Review: Waterfi Swimcast

The Waterfi Swimcast is a chromecast audio device stitched together with a battery and then wrapped in a waterproof'd housing and then bundled with a set of waterfi short-cord headphones. Despite my relative happiness with the Diver MP3 player, I'd discovered that I was very bad at changing the playlist downloaded to the music player, and hoped that the ability to pick say, an Audible audiobook for the duration of the swim would give me much needed variety during my swim session. The kickstarter version of the unit at $99 was cheap enough that I decided to give it a shot.

The first version of the device arrived, charged up, promptly overheated and died. I sent e-mail to Waterfi, and they immediately shipped me a replacement unit while I shipped the defective unit back. Great customer service!

The best part of the Swimcast is the bundled short-cord headphones, which you can acquire separately from Amazon at $30 per set. These are simply speaking the best headphones I'd ever used while swimming. Because they're short, they don't get tangled up when you put them away. Nor do they ever add resistance to your swim, and despite appearances, they're tough enough that when the Diver MP3 player falls off the goggles they stay in my ear!

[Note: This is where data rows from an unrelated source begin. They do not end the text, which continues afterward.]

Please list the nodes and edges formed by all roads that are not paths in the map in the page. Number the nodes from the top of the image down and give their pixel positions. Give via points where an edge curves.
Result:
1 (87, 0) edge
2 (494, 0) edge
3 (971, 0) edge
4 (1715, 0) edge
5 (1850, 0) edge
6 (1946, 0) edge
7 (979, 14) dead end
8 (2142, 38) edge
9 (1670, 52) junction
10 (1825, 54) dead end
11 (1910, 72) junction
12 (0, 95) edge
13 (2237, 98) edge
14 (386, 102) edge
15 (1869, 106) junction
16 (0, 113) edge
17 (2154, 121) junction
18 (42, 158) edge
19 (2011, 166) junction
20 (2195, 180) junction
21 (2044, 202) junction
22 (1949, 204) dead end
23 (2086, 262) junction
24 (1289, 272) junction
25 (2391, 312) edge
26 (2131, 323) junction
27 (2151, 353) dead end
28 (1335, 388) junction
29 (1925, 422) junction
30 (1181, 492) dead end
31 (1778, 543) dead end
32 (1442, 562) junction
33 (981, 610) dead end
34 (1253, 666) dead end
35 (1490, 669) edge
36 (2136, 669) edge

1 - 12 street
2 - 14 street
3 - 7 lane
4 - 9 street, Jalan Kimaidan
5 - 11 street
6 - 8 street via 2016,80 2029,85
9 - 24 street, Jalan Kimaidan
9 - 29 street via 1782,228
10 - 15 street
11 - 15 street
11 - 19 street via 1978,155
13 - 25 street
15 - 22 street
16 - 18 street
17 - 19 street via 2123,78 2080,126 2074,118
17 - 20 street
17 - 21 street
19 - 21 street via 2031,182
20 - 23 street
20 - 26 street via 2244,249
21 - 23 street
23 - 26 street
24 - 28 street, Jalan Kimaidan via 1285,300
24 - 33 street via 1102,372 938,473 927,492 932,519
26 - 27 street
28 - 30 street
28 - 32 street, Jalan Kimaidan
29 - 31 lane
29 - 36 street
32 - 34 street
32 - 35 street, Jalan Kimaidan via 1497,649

Unfortunately, the Swimcast itself is a big bust. This isn't a problem with the unit: at home, it charges up great, and streams music and audio just fine. It's just that public swimming pools have overloaded WiFi, and the private swimming pool I use occasionally has the WiFi router setup so that my phone can't reach the Swimcast, even when both are paired to the same WiFi access point. The net result is that it's not actually practical to use this unless you're in the population with great WiFi in a swimming pool. Oops!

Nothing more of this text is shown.